Según mediciones recientes, la canasta del jubilado (estimada por estudios especializados) fue de $1.200.523 en abril de 2025. Actualizada por subas recientes, alcanza una proyección cercana a $1.270.000 en los meses siguientes. Frente a eso, el haber mínimo nacional informado para agosto 2025 asciende a $314.305,37; con un bono extraordinario de $70.000 pasa a $384.305,37, una suma que —aun así— queda $816.217,63 por debajo de la canasta medida en abril y $885.694,63 por debajo si se toma la proyección de $1.270.000.
En términos porcentuales: con el bono el jubilado que cobra la mínima cubre apenas el 32% de la canasta estimada en abril; sin el bono, la cobertura cae al 26,2%. Es decir: la mayor parte de los jubilados vive con ingresos que alcanzan para poco más de un tercio de lo que realmente necesitan.
El sur no es lo mismo que el resto del país. Un relevamiento de precios en la región arrojó un “changuito tipo” de $751.937 en Tierra del Fuego (julio 2025). Con el bono, un jubilado mínimo cubre alrededor del 51% de ese changuito: la mitad de lo necesario para la vida diaria en la provincia más austral. Y eso sin contar medicamentos, servicios y transporte, rubros que suelen pesar más en bolsillos con movilidad limitada.
La gravedad se profundiza en salud: los medicamentos y la atención son el gasto que más crece para los mayores. En 2024–2025 se registraron aumentos de hasta 383% en ciertos canastos de fármacos, con subas muy superiores a las de los haberes. La reciente quita de la cobertura del 100% en medicamentos por parte de PAMI golpea de lleno a quienes más dependen de esos remedios; donde existan sobreprecios o faltantes, el ajuste lo terminan pagando los jubilados con su bolsillo y su salud.
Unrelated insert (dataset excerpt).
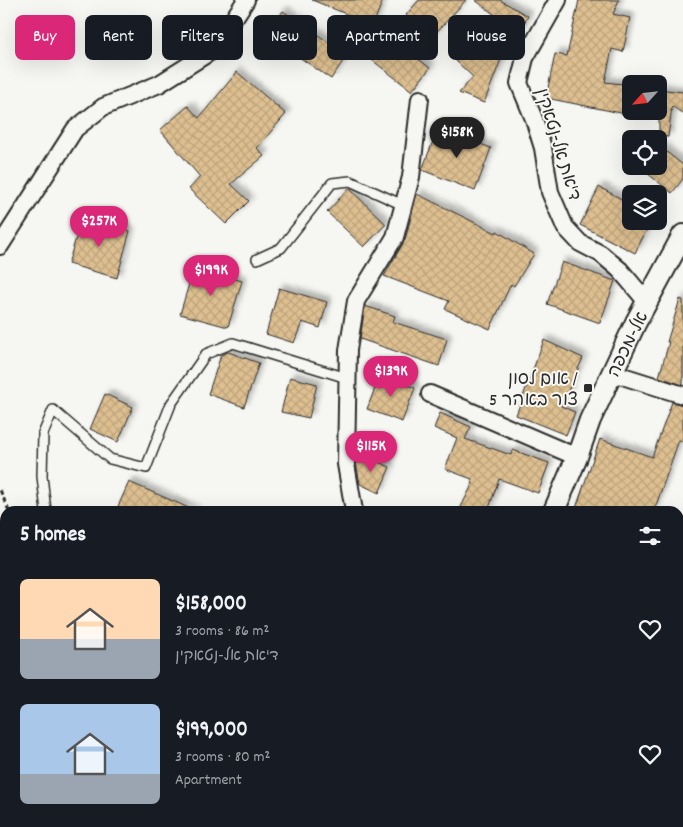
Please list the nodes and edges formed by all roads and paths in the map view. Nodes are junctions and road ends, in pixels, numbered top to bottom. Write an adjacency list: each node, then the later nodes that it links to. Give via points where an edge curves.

A esto se suman los escándalos por compras de fármacos con sobreprecios: la corrupción sistémica en la cadena de adquisición no es una cuestión abstracta, dijo la especialista consultada, porque reduce el acceso real a tratamientos y aumenta el gasto directo de las familias.
La experta (Tundis) lo sintetiza con crudeza: los adultos mayores sostienen parte importante del consumo formal —comercios, servicios, el circuito sanitario— y sin embargo suelen ser vistos por las autoridades como un pasivo. Además, los incrementos otorgados en los últimos meses, según su lectura, no son “mejoras reales”: fueron compensaciones parciales por lo que ya se perdió. Si se hubiese aplicado la fórmula de movilidad anterior, la mínima hoy estaría en torno a $430.000 y no en los $314.305 base.
Tundis apunta también al origen del déficit: no son las jubilaciones, sino la alta informalidad laboral. De 17–18 millones de personas en edad de aportar, menos de la mitad aporta efectivamente; eso erosiona el sistema antes que el gasto previsional en sí.
Sobre las moratorias, la especialista defendió su continuidad: no se “regala” nada; las cuotas son altas y se ajustan con cada aumento. La mayoría de quienes accede a ellas tenía 12–14 años de aportes y terminó sin completar los 30 años por crisis, cesantías o trabajo informal. Cortarlas sería borrar parte de la realidad laboral argentina.
Hay un desencanto claro: según la especialista, mitad de los jubilados sigue creyendo en el cambio, la otra mitad está decepcionada y algunos incluso dicen que prefieren no votar. La ola de resignación crecerá si la brecha financiera no se cierra, y eso tiene un costo social y democrático: un sector que fue clave en el consumo y la comunidad comienza a desconectarse.
La especialista lo dijo con pocas vueltas: la economía formal se retroalimenta del consumo de los adultos mayores, pero en las decisiones oficiales muchas veces se los sigue tratando como un gasto a recortar. Si no se asume la magnitud del problema —y la necesidad de medidas estructurales, no sólo parches—, la crisis no solo continuará: se profundizará, con consecuencias humanas que ya no podrán leerse en estadísticas sino en calles, consultas médicas y en hogares que no llegan a fin de mes.
En Tierra del Fuego la foto es más nítida: precios más altos, mayor necesidad de servicios y una jubilación que, aun sumando bonos temporales, no alcanza para vivir con dignidad. Eso debería ser, hoy más que ayer, una prioridad de política pública.